The company’s financial profile is strong and improving. For the full year 2020, the company currently expects revenue of $1,050 million to $1,060 million, representing year-over-year growth of 41% to 43%, and non-GAAP operating income of $116 million to $126 million, excluding stock-based compensation, related payroll tax expenses and approximately $54 million of one-time expenses related to the direct listing incurred in the third quarter of 2020. For the full year 2021, the company currently expects year-over-year revenue growth to exceed 30%. Palantir exited the second quarter of 2020 with $1.5 billion in cash and cash equivalents and $298K of long-term debt. Cash flow from operations, though still negative, improved by 50% in 1H 2020.

Against this backdrop it is reasonable to expect a positive reception for its direct listing on September 30, and a good outlook for its prospects as a public company.

Rumors of the Death of IPOs Were Greatly Exaggerated!

The IPO market is having a banner year. U.S.-listed initial public offerings for the three quarters to date have raised nearly $95 billion through September 23, according to data provider Dealogic. Except for 2014 (when IPOs raised $96 billion), that surpasses the totals of every year since the tech bubble peaked in 2000. At this rate, 2020 IPO totals will even eclipse 2014, and may ultimately surpass the “irrationally exuberant”, tech-boom years of 1999 and 2000.

All the frenzied buying of new issues this year has resulted in the 22% first day gains, the largest since 2000. On average, 2020 IPOs have risen roughly 24% from their offering prices.

This year, more than 80% of the money raised in initial public offerings went into three baskets: healthcare, technology, and SPACs, also called blank-check companies. According to Dealogic, that is the most concentrated IPO market since 2007, when new listings of banks and lending institutions flooded the market before the financial crisis.

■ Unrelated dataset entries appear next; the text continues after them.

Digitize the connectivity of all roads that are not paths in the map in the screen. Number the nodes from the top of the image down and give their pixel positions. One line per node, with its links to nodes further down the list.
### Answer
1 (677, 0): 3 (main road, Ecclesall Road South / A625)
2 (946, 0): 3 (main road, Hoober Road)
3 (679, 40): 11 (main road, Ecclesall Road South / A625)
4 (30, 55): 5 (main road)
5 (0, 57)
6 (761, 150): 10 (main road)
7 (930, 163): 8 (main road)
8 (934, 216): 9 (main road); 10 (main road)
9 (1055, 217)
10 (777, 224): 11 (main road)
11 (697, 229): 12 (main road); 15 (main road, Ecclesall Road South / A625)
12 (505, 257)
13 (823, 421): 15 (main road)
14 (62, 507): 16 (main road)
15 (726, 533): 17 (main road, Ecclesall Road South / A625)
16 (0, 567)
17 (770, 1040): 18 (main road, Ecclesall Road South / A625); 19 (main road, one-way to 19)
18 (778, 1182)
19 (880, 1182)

More than 235 companies have joined U.S. public markets this year, on track for the most since 439 companies went public in 2000, according to Dealogic. The list excludes major unicorns in the wings such as Airbnb, which is expected to file later this year, Palantir, and Asana, both of which are scheduled to list this week.

What exactly is driving this hectic IPO activity?

While there are several factors, we believe three of them stand out: Softbank’s pull-back from funding private companies generously through its Vision Fund, the recognition of software companies’ importance during the ongoing pandemic and their expected core position in the enterprise IT infrastructures of the future and, lastly, the rush to beat the clock ahead of the expected volatility and uncertainty in a presidential election year.

Following the string of successful IPOs to date, is it reasonable to expect the momentum to continue? Will venture startups return to the historical timeline of 5 to 6 years to IPO instead of the current average of 10 years, and more in some cases?

These are important questions and the answers rest on two factors: Will there be another Softbank-like company with the patience and the capability to fund private companies? And will the IPO process become more efficient and fairer following the popularity of SPACs and Direct Listings? If the answer to the first factor in “no” and to the second a “yes”, expect the strong flow of IPOs to continue for some time.